• [WHAT THE EXERCISE ASKS]:
In the data below, find every line that has the string "dead", and copy it.

• [DATASET ENTRIES]:
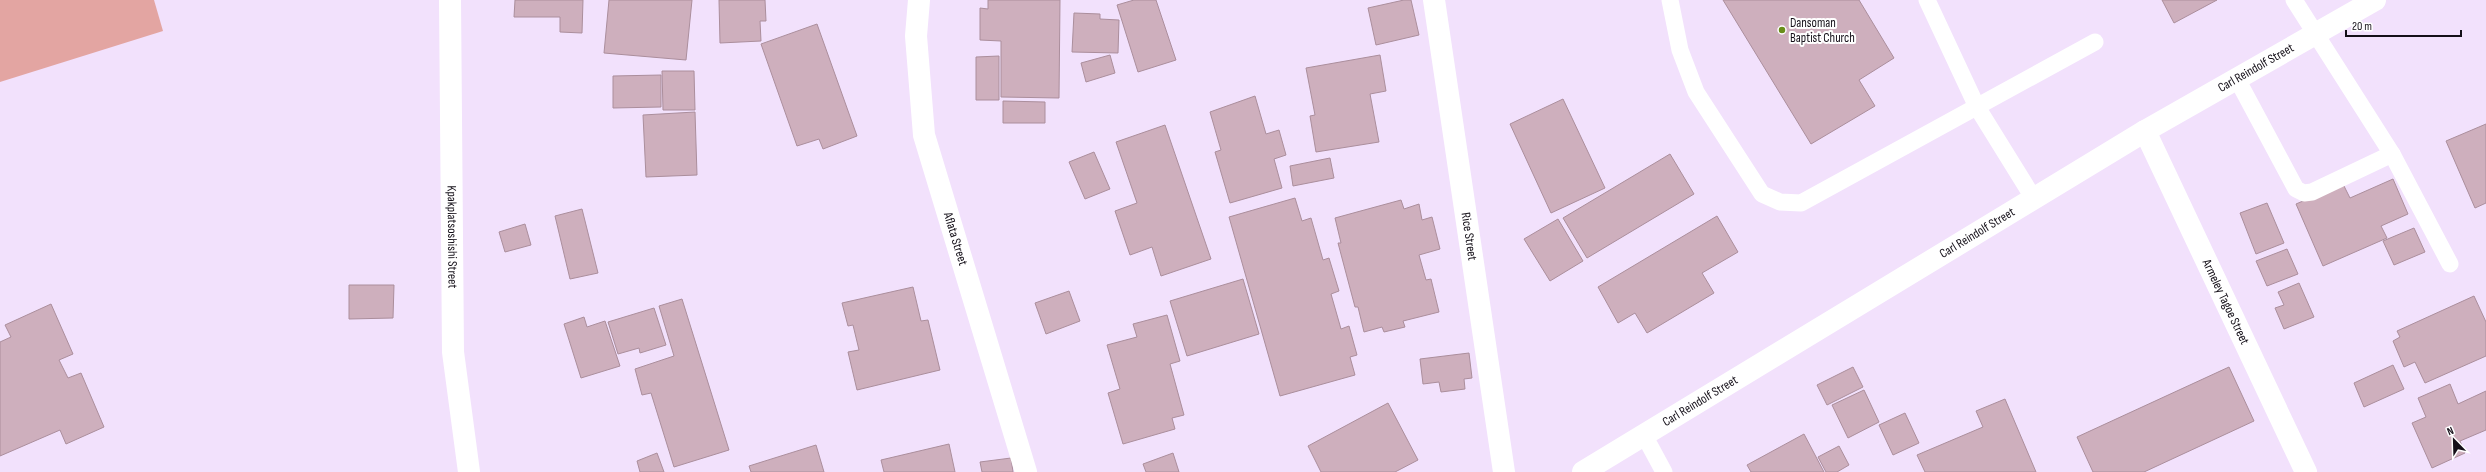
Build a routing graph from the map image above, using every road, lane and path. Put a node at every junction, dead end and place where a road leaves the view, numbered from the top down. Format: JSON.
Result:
{"nodes":[{"id":1,"x":450,"y":0,"type":"edge"},
{"id":2,"x":919,"y":0,"type":"edge"},
{"id":3,"x":1434,"y":0,"type":"edge"},
{"id":4,"x":1670,"y":0,"type":"edge"},
{"id":5,"x":1927,"y":0,"type":"edge"},
{"id":6,"x":2294,"y":0,"type":"edge"},
{"id":7,"x":2375,"y":0,"type":"edge"},
{"id":8,"x":2316,"y":34,"type":"junction"},
{"id":9,"x":2095,"y":42,"type":"dead end"},
{"id":10,"x":2237,"y":79,"type":"junction"},
{"id":11,"x":1977,"y":107,"type":"junction"},
{"id":12,"x":2145,"y":131,"type":"junction"},
{"id":13,"x":2392,"y":154,"type":"junction"},
{"id":14,"x":2034,"y":199,"type":"junction"},
{"id":15,"x":2450,"y":264,"type":"dead end"},
{"id":16,"x":1644,"y":435,"type":"junction"},
{"id":17,"x":469,"y":472,"type":"edge"},
{"id":18,"x":1026,"y":472,"type":"edge"},
{"id":19,"x":1504,"y":472,"type":"edge"},
{"id":20,"x":1583,"y":472,"type":"edge"},
{"id":21,"x":1664,"y":472,"type":"edge"},
{"id":22,"x":2306,"y":472,"type":"edge"}],
"edges":[{"from":1,"to":17,"type":"street","name":"Kpakplatsoshishi Street"},
{"from":2,"to":18,"type":"street","name":"Aflata Street"},
{"from":3,"to":19,"type":"street","name":"Rice Street"},
{"from":4,"to":11,"type":"lane"},
{"from":5,"to":11,"type":"lane"},
{"from":6,"to":8,"type":"lane"},
{"from":7,"to":8,"type":"street","name":"Carl Reindolf Street"},
{"from":8,"to":10,"type":"street","name":"Carl Reindolf Street"},
{"from":8,"to":13,"type":"lane"},
{"from":9,"to":11,"type":"lane"},
{"from":10,"to":12,"type":"street","name":"Carl Reindolf Street"},
{"from":10,"to":13,"type":"lane"},
{"from":11,"to":14,"type":"lane"},
{"from":12,"to":14,"type":"street","name":"Carl Reindolf Street"},
{"from":12,"to":22,"type":"street","name":"Armeley Tagoe Street"},
{"from":13,"to":15,"type":"lane"},
{"from":14,"to":16,"type":"street","name":"Carl Reindolf Street"},
{"from":16,"to":20,"type":"street","name":"Carl Reindolf Street"},
{"from":16,"to":21,"type":"lane"}]}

• [TASK RESPONSE]:
Build a routing graph from the map image above, using every road, lane and path. Put a node at every junction, dead end and place where a road leaves the view, numbered from the top down. Format: JSON.
{"id":9,"x":2095,"y":42,"type":"dead end"},
{"id":15,"x":2450,"y":264,"type":"dead end"},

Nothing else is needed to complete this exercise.